Wednesday, December 2, 2020


The general welfare exclusion or GWE, a little known administrative exception, exempts from a recipient’s taxable income most payments from government agencies under legislatively-provided social programs that promote general welfare, like the recently issued Economic Impact Payments of 2020 that were issued under the Coronavirus Aid, Relief and Economic Security (CARES) Act1..

To qualify under this exception, an exempt payment must (1) be made from a government fund, (2) be made for the promotion of general welfare (ie. generally based upon individual or family needs), and (3) not represent compensation for any services rendered.

Regarding similar payments made to businesses, like grants or the payments provided under the Cares Act’s (SBA) Paycheck Protection Program, it has been stated that these payments  generally do not qualify for the general welfare exclusion, because they are not based upon individual or family needs. Payments issued under the SBA's PPP program, for example, have been earmarked as loans, giving the recipient the ability to request loan forgiveness under SBA and IRS strict procedures.

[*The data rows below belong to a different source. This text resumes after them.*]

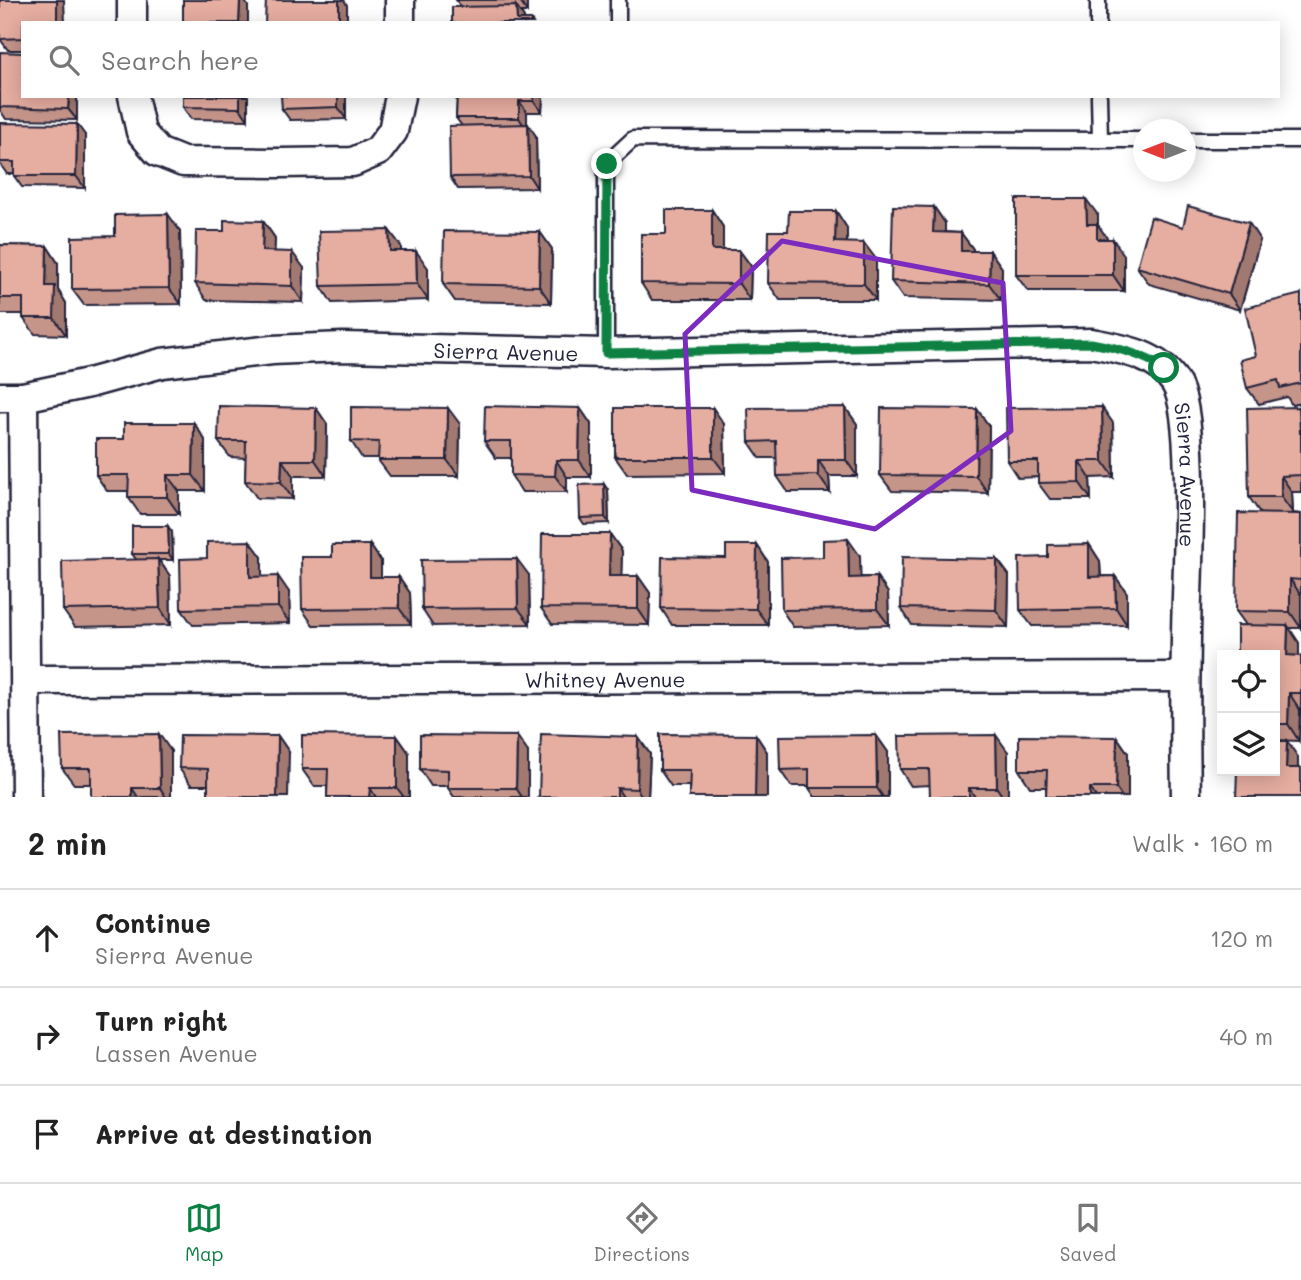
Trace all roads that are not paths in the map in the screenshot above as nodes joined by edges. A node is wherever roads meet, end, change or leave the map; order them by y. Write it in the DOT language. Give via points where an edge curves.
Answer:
graph roads {
  1 [pos="132,0"];
  2 [pos="400,0"];
  3 [pos="618,0"];
  4 [pos="1098,0"];
  5 [pos="132,21"];
  6 [pos="400,21"];
  7 [pos="618,21"];
  8 [pos="1098,21"];
  9 [pos="133,98"];
  10 [pos="400,98"];
  11 [pos="1099,98"];
  12 [pos="1100,140"];
  13 [pos="1133,140"];
  14 [pos="1196,140"];
  15 [pos="1301,140"];
  16 [pos="606,353"];
  17 [pos="12,397"];
  18 [pos="1185,677"];
  19 [pos="26,680"];
  20 [pos="26,797"];
  21 [pos="1186,797"];
  1 -- 5 [label="street"];
  2 -- 6 [label="street"];
  3 -- 7 [label="lane"];
  4 -- 8 [label="lane"];
  9 -- 10 [label="street" via="141,132 158,152 183,162 280,163 353,162 378,151 393,131"];
  11 -- 12 [label="lane"];
  12 -- 13 [label="lane"];
  12 -- 16 [label="lane" via="633,139 607,164"];
  14 -- 15 [label="lane"];
  16 -- 17 [label="street, Sierra Avenue" via="272,349 162,363"];
  16 -- 18 [label="street, Sierra Avenue" via="1091,343 1145,357 1175,381 1186,409"];
  17 -- 19 [label="street"];
  18 -- 19 [label="street, Whitney Avenue"];
  18 -- 21 [label="street, Sierra Avenue"];
  19 -- 20 [label="street"];
}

In April, 2020, the IRS issued Notice 2020-32 and ruled that forgiven PPP loans may be excluded from gross income by an eligible recipient by the Coronavirus Aid, Relief, and Economic Security (CARES) Act.  However, it stated that any expenses associated with this tax-free income (eg. the forgiven loans) would not be deductible. In May, to assist in clarifying its position, the IRS issued Notice 2020-32, providing 2 examples stating that a taxpayer that receives a loan through the PPP is not permitted to deduct expenses that are normally deductible under the Code to the extent the payment of those expenses results in loan forgiveness under the CARES Act. This expense treatment is consistent with historic guidance regarding non-taxable income and any related expenses. In essence, it has the net effect of essentially reversing the tax-free benefit of the exclusion on any loan forgiveness.

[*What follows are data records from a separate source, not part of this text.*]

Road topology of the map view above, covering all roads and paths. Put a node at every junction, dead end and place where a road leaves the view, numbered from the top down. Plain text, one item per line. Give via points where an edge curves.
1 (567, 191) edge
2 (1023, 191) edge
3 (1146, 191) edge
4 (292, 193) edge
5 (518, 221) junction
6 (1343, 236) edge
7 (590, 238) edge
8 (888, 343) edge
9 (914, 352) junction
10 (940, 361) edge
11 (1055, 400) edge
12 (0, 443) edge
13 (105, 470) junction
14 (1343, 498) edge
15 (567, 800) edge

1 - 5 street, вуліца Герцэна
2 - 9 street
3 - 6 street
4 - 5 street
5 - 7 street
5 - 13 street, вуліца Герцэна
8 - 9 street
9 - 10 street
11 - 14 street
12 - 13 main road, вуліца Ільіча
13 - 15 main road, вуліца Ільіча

And based upon the SBA's loan forgiveness application process, it could be well into 2021 until a borrower knows how much of their loan is forgiven. The question then becomes whether the forgiveness of the loan increases taxable income in 2020 when the proceeds are received and expenses are incurred or in 2021, when the borrower receives confirmation their loan is forgiven. There’s was also the question of whether the ultimate tax treatment of these income and expense items will match a business's financial statements prepared under generally accepted accounting principles (GAAP).  All of the answers to these questions appear to have been clarified in Notice 2020-32. 

It is not clear whether or not the SBA loans will be taxable for state tax purposes.  And to further complicate matters, "state-sponsored" program grants issued during the pandemic that are generally taxable for federal income tax purposes may or may not be taxable for state tax purposes. You will need to check with your state revenue agencies to get an answer to that question.

Note 1 - Because the individual is getting what amounts to a refundable tax credit in advance in the form of a stimulus payment, rather than waiting to get the money from the credit provided in 2021 (for 2020) when he or she actually files a 2020 tax return, he or she, in effect, is getting an advanced refundable tax credit.  If, for some reason, that individual doesn’t get any stimulus payment this year, but he or she is owed one, he or she can request it when filing a 2020 tax return. If they don't get the full amount that they were entitled to this year — say, they weren't able to get the $500 payment for an eligible child under 17 — they  should be able to request it once they file a 2020 tax return in early 2021. What if it turns out that the stimulus payment was more than that allowed? For example, suppose the IRS based a stimulus payment on a 2018 or 2019 tax return, when the income reported was lower, but the actual income is much higher for 2020? “If someone has income in 2020 that is higher than the tax return to calculate the advance rebate, they will not have to pay the credit back,” says Garrett Watson, senior tax policy analyst for the Tax Foundation, an independent, nonprofit tax policy organization. “In other words, any adjustments to a taxpayer's rebate on 2020 tax returns will be in the taxpayer's favor."